Глава семнадцатаяАвгуст Крапптауэр отправляется в Валгаллу…
Вице-бундесфюрер по собственной инициативе спустился с лестницы, чтобы принести багаж моей Хельги из лимузина Джонса. Наше с Хельгой воссоединение сделало его снова молодым и галантным. Никто не знал, что у него на уме, пока он не появился у меня на пороге с чемоданом в каждой руке. Джонс и Кили оцепенели от страха за его синкопирующее, почти остановившееся больное сердце.
Лицо вице-бундесфюрера было цвета томатного сока.
— Идиот! — сказал Джонс.
— Нет, нет, я в полном порядке, — сказал Крапптауэр улыбаясь.
— Почему ты не попросил Роберта сделать это? — сказал Джонс.
Роберт был его шофер, сидевший внизу в его лимузине. Роберт был негр семидесяти трех лет. Роберт был Робертом Стерлингом Вильсоном, бывшим рецидивистом, японским агентом и Черным Фюрером Гарлема.
— Надо было приказать Роберту принести вещи, — сказал Джонс. — Черт возьми, ты не должен так рисковать своей жизнью.
— Это честь для меня, — сказал Крапптауэр, — рисковать жизнью ради жены человека, служившего Адольфу Гитлеру так верно, как Говард Кемпбэлл.
И он упал замертво.
Мы пытались оживить его, но он был совершенно мертв, с отвалившейся челюстью, ну полное дерьмо.
Я побежал вниз, на третий этаж, где жил доктор Абрахам Эпштейн со своей матерью. Доктор был дома. Доктор Эпштейн обошелся с несчастным старым Крапптауэром весьма грубо, заставляя его продемонстрировать всем нам, что он действительно мертв.
Эпштейн был еврей, и я думал, что Джонс и Кили могут возмутиться тем, как он трясет и бьет по щекам Крапптауэра. Но эти древние фашисты были по-детски уважительны и доверчивы.

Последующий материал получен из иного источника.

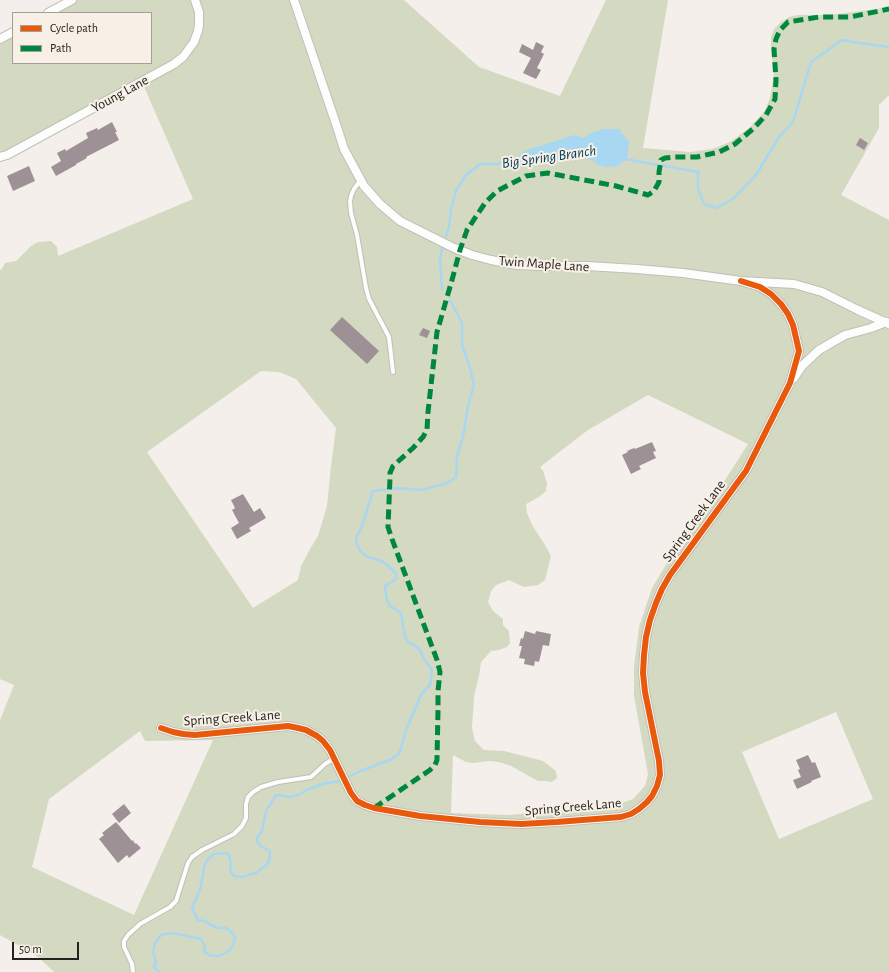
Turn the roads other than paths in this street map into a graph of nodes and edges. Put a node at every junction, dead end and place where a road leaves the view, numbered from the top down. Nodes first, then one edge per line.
1 (72, 0) edge
2 (196, 0) edge
3 (294, 0) edge
4 (50, 12) edge
5 (12, 33) edge
6 (0, 39) edge
7 (0, 157) edge
8 (361, 181) junction
9 (741, 281) junction
10 (888, 323) edge
11 (393, 372) dead end
12 (790, 383) junction
13 (161, 728) dead end
14 (335, 758) junction
15 (133, 972) edge

1 - 4 street
2 - 7 street, Young Lane
3 - 8 street, Twin Maple Lane
5 - 6 street
8 - 9 street, Twin Maple Lane
8 - 11 lane
9 - 10 street, Twin Maple Lane
9 - 12 street, Spring Creek Lane
10 - 12 street, Spring Creek Lane
12 - 14 street, Spring Creek Lane
13 - 14 street, Spring Creek Lane
14 - 15 lane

Пожалуй, единственное, что Джонс сказал Эпштейну после того, как тот объявил Крапптауэра окончательно мертвым, было: «Кстати, я дантист, доктор».
— Да? — сказал Эпштейн. Ему это было неинтересно. Он вернулся в свою квартиру вызвать «скорую помощь». Джонс накрыл Крапптауэра моим одеялом из военных излишков.
— Именно сейчас, когда дела его наконец пошли на лад, — сказал он об умершем.
— Каким образом? — спросил я.
— Он начал создавать небольшую действующую организацию, — сказал Джонс. — Небольшую, но верную, надежную, преданную делу.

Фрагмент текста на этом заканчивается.